Nor does the Bible clearly favor one image over others. Luke 22:26f uses the table-waiting image of Jesus and his disciples, but Acts restricts it to a group of seven who are distinguished by this from the apostles and their ministry “of prayer and service of the word” (Acts 6:2-4). (Cf. Matthew 23:11; Mark 10:43.)

In the Gospels, Jesus often uses “shepherd” of himself but never of the disciples. Ephesians 4:11 is the only New Testament text that uses it of Church workers. The corresponding verb, to shepherd and feed sheep, comes up only in the scene with Peter in the late addition to John’s Gospel (21:15-17).

Priest" brings the danger of confusion with the priesthood of the Old Testament, suggesting the multiplying of sacrifices, ritualism, influencing God, closeness to God reserved for the few, etc. Yet Hebrews 7-10 was given us to show that none of those should be found in Christianity; and yet that there is a deep value in using the imagery of priesthood and of sacrifice for Jesus’ great act as well as for his Church’s sharing that act through its life of love and service, its preaching, and its liturgical prayers, especially the Eucharist.

Some New Testament Texts on this Imagery

Christ was “designated by God a high priest after the order of Melchizedek” (Hebrews 5:10). “When Christ came into the world, he said: ‘Sacrifices and offerings thou hast not desired, but a body thou hast prepared for me; in burnt offerings and sin offerings thou hast taken no pleasure.’ Then I said: ‘Lo, I have come to do thy will, O God’” (Hebrews 10:5-7).

He came “to put away sin by the sacrifice of himself” (Hebrews 9:26). He “offered up himself” (Hebrews 7:27). He “loved us and gave himself up for us, a fragrant offering and sacrifice to God” (Ephesians 5:2). “He loved me and gave himself for me” (Galatians 2:20). He “is the expiation for our sins, and not for ours only but also for the sins of the whole world” (1 John 2:2).
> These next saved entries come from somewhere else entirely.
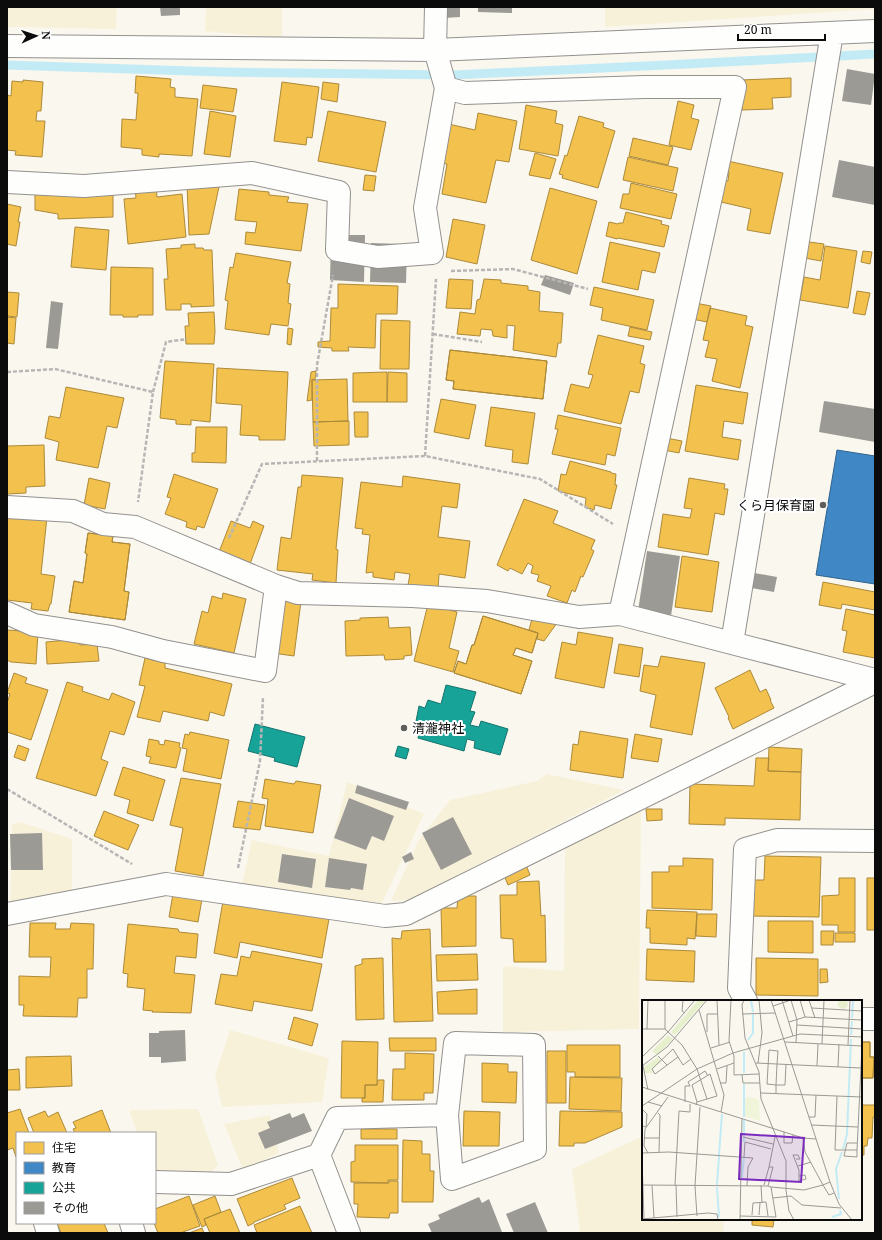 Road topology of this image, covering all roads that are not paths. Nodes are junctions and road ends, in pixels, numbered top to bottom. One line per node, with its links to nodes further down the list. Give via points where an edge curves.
1 (436, 7): 5 (street)
2 (875, 31): 3 (street)
3 (832, 33): 5 (street); 12 (street)
4 (7, 46): 5 (street)
5 (435, 50): 6 (street)
6 (446, 88): 7 (street, via 425,208 434,262 337,250 339,192 252,173 84,186); 11 (street, via 465,93 735,87)
7 (7, 182)
8 (7, 508): 9 (street, via 73,511 103,524 135,527)
9 (276, 586): 10 (street, via 265,671 163,651 112,637 34,625); 11 (street, via 298,593 487,601 579,617)
10 (7, 613)
11 (620, 614): 12 (street)
12 (732, 643): 13 (street)
13 (875, 681): 15 (street, via 406,914 384,916 166,884)
14 (875, 841): 16 (street, via 777,840 745,849 739,988)
15 (7, 914)
16 (745, 1000)
17 (862, 1019): 18 (street)
18 (875, 1019)
19 (447, 1115): 19 (street, via 455,1043 534,1045 535,1149 452,1179); 20 (street, via 337,1118)
20 (319, 1155): 21 (street, via 231,1184); 22 (street)
21 (156, 1182)
22 (349, 1233) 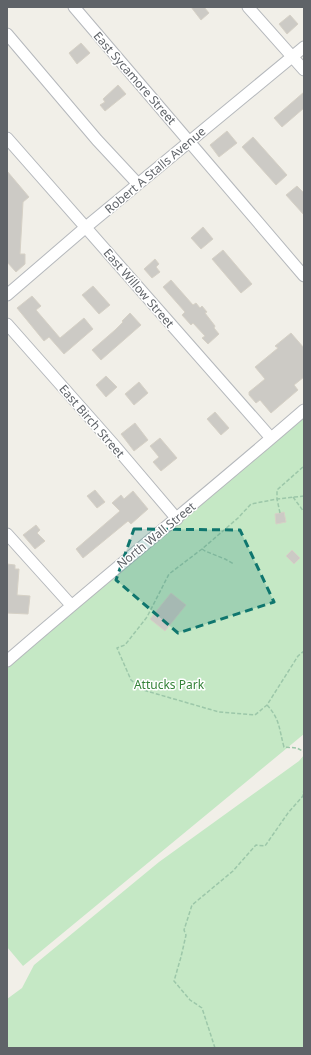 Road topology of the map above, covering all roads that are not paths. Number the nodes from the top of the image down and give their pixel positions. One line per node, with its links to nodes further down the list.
1 (74, 7): 8 (street, East Sycamore Street)
2 (248, 7): 5 (street)
3 (7, 34): 9 (street)
4 (304, 47): 5 (street, Robert A Stalls Avenue)
5 (292, 57): 6 (street); 8 (street, Robert A Stalls Avenue)
6 (304, 70)
7 (7, 138): 10 (street, East Willow Street)
8 (190, 141): 9 (street, Robert A Stalls Avenue); 11 (street, East Sycamore Street)
9 (138, 184): 10 (street, Robert A Stalls Avenue)
10 (86, 227): 12 (street, Robert A Stalls Avenue); 15 (street, East Willow Street)
11 (304, 276)
12 (7, 295)
13 (7, 324): 16 (street, East Birch Street)
14 (304, 410): 15 (street, North Wall Street)
15 (271, 438): 16 (street, North Wall Street)
16 (177, 519): 18 (street, North Wall Street)
17 (7, 534): 18 (street)
18 (71, 606): 19 (street, North Wall Street)
19 (7, 661)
We are called to share his sacrifice and his priesthood: He has “made us a kingdom, priests to his God and Father” (Revelation 1:58). “Come to him, to that living stone, rejected by men but in God’s sight chosen and precious; and like living stones be yourselves built into a spiritual house, to be a holy priesthood, to offer spiritual sacrifices acceptable to God through Jesus Christ” (1 Peter 2:4ff).

“Do not neglect to do good and to share what you have, for such sacrifices are pleasing to God” (Hebrews 13:16). “Present your bodies as a living sacrifice, holy and acceptable to God, which is your spiritual worship” (Romans 12:1). “He laid down his life for us, and we ought to lay down our lives for the brethren”(l John 3:16). A gift given in love becomes “a fragrant offering, a sacrifice acceptable and pleasing to God”(Philippians 4:18).
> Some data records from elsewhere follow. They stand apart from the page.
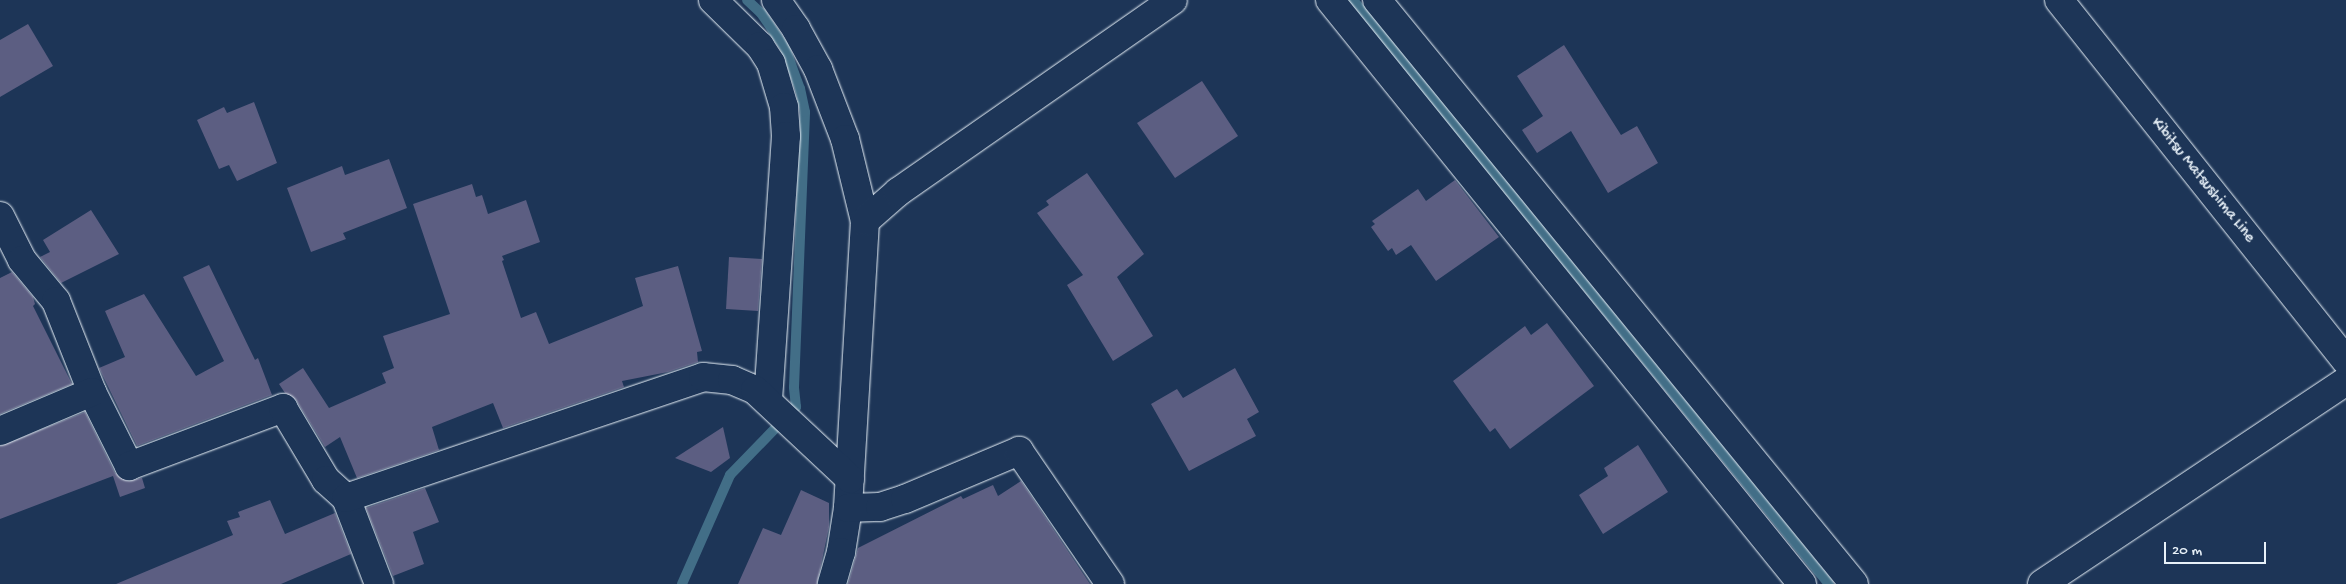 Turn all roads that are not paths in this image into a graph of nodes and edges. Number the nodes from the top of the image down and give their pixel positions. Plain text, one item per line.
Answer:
1 (713, 0) edge
2 (776, 0) edge
3 (1173, 0) edge
4 (1330, 0) edge
5 (1377, 0) edge
6 (2060, 0) edge
7 (1, 219) edge
8 (866, 221) junction
9 (2346, 361) edge
10 (2346, 381) edge
11 (92, 392) junction
12 (770, 403) junction
13 (0, 431) edge
14 (850, 479) junction
15 (346, 498) junction
16 (848, 508) junction
17 (379, 584) edge
18 (832, 584) edge
19 (1110, 584) edge
20 (1802, 584) edge
21 (1854, 584) edge
22 (2042, 584) edge

1 - 12 street
2 - 8 street
3 - 8 street
4 - 20 street
5 - 21 street
6 - 9 street, Kibitsu Matsushima Line
7 - 11 street
8 - 14 street
10 - 22 street
11 - 13 street
11 - 15 street
12 - 14 street
12 - 15 street
14 - 16 street
15 - 17 street
16 - 18 street
16 - 19 street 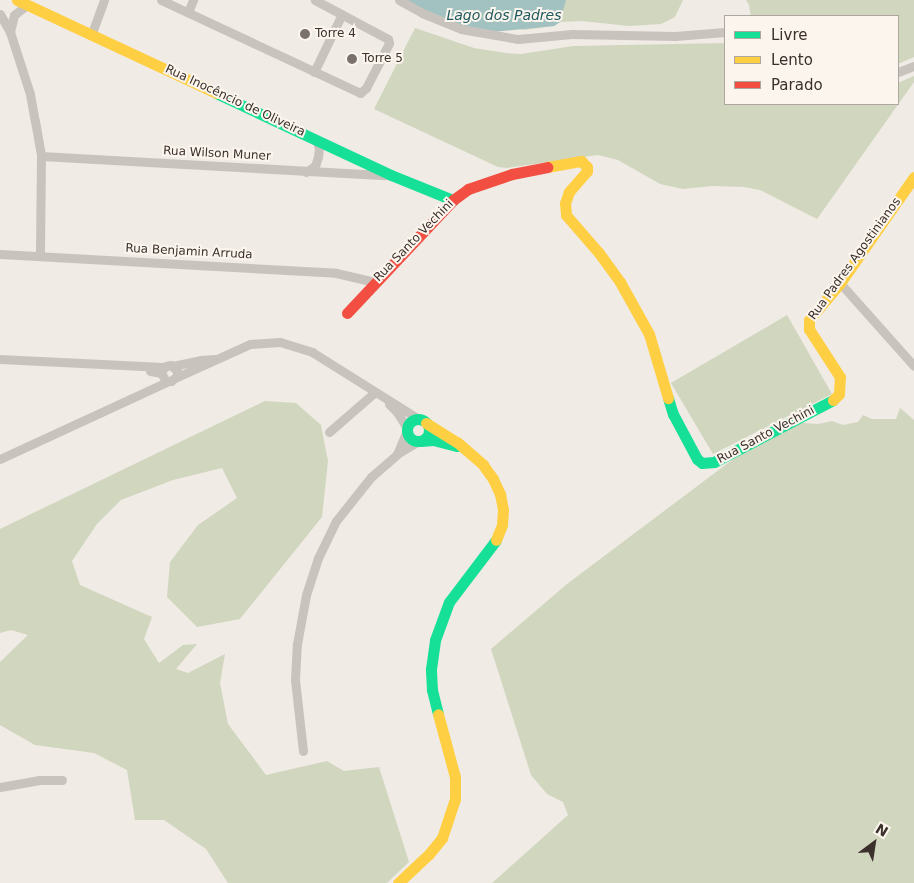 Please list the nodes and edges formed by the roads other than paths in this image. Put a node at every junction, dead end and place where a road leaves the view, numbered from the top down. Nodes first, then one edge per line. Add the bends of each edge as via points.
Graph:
1 (104, 0) edge
2 (160, 0) edge
3 (193, 0) edge
4 (315, 0) edge
5 (399, 0) edge
6 (22, 3) edge
7 (188, 12) junction
8 (0, 14) edge
9 (342, 14) junction
10 (10, 32) junction
11 (724, 32) edge
12 (92, 33) junction
13 (388, 39) junction
14 (398, 45) dead end
15 (914, 66) edge
16 (314, 72) junction
17 (899, 72) edge
18 (316, 139) junction
19 (40, 156) junction
20 (306, 172) junction
21 (391, 175) junction
22 (914, 177) edge
23 (453, 200) junction
24 (0, 254) edge
25 (40, 256) junction
26 (375, 282) junction
27 (840, 283) junction
28 (347, 313) dead end
29 (0, 359) edge
30 (214, 359) junction
31 (914, 366) edge
32 (834, 367) joint
33 (166, 375) junction
34 (374, 393) junction
35 (384, 399) junction
36 (422, 421) junction
37 (407, 430) junction
38 (329, 432) dead end
39 (420, 441) junction
40 (462, 447) junction
41 (397, 454) junction
42 (0, 459) edge
43 (303, 751) dead end
44 (62, 780) dead end
45 (0, 787) edge
46 (398, 883) edge

1 - 12 street
2 - 7 street
3 - 7 street
4 - 9 street
5 - 11 street via 461,29 518,39 572,34 675,36
6 - 10 street via 14,15
6 - 12 street, Rua Inocêncio de Oliveira
7 - 16 street
8 - 10 street
9 - 13 street
9 - 16 street
10 - 19 street via 30,94
12 - 18 street, Rua Inocêncio de Oliveira
13 - 14 street
13 - 16 street via 389,43 366,88 360,93
15 - 17 street
18 - 20 street via 318,157 315,166
18 - 21 street, Rua Inocêncio de Oliveira
19 - 20 street, Rua Wilson Muner
19 - 25 street
20 - 21 street, Rua Wilson Muner
21 - 23 street, Rua Inocêncio de Oliveira
22 - 27 street, Rua Padres Agostinianos
23 - 26 street, Rua Santo Vechini
23 - 32 street, Rua Santo Vechini via 486,182 576,161 585,164 587,171 569,192 565,203 566,215 570,224 599,253 620,282 649,334 673,414 702,463 714,462 834,400 842,385
24 - 25 street, Rua Benjamin Arruda
25 - 26 street, Rua Benjamin Arruda via 336,273
26 - 28 street, Rua Santo Vechini
27 - 31 street
27 - 32 street, Rua Padres Agostinianos via 812,315 808,325
29 - 33 street via 137,368
30 - 33 street
30 - 33 street via 173,366 177,373
30 - 34 street via 250,344 294,344 312,352
33 - 42 street via 142,393
34 - 35 street
34 - 38 street
35 - 36 street
35 - 37 street via 397,412
36 - 37 street via 410,422
36 - 39 street via 428,433
36 - 40 street
37 - 39 street via 411,439
37 - 41 street
39 - 40 street via 433,440
39 - 41 street
40 - 46 street via 483,464 493,479 500,494 502,525 496,540 449,602 435,640 432,690 455,777 455,799 442,838 430,854
41 - 43 street via 371,477 336,521 318,558 306,595 297,644 295,680
44 - 45 street via 39,780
Paul is “a minister of Christ Jesus to the Gentiles in the priestly service of the gospel of God; so that the offering of the Gentiles may be acceptable” (Romans 15:16). He is “poured out as a libation upon the sacrificial offering of your faith”(Philippians 2:16f.). And “you are a royal priesthood, a holy nation, God’s own people, that you may declare the wonderful deeds of him who called you out of darkness into his marvelous light”(l Peter 2:9).

“Since we have confidence to enter the sanctuary by the blood of Jesus,... and since we have a great high priest over the house of God, let us draw near.... (Hebrews 10:19-22). ”Through him let us continually offer up a sacrifice of praise to God, that is, the fruit of lips that acknowledge His name" (Heb 13:15).

“We have been sanctified through the offering of the body of Jesus Christ once for all" (Hebrews 10:10). “We have an altar from which those who serve the tent have no right to eat" (Hebrews 13:10). “The bread which we break, is it not a participation in the body of Christ?

. . . Consider the practice of Israel; are not those who eat the sacrifices partners in the altar?" (l Corinthians 10:16-18). “I received from the Lord what I also delivered to you, that the Lord Jesus on the night when he was betrayed took bread, and when he had given thanks, he broke it and said: ‘This is my body, which is for you. Do this in remembrance of me’"(l Corinthians 11:23-25).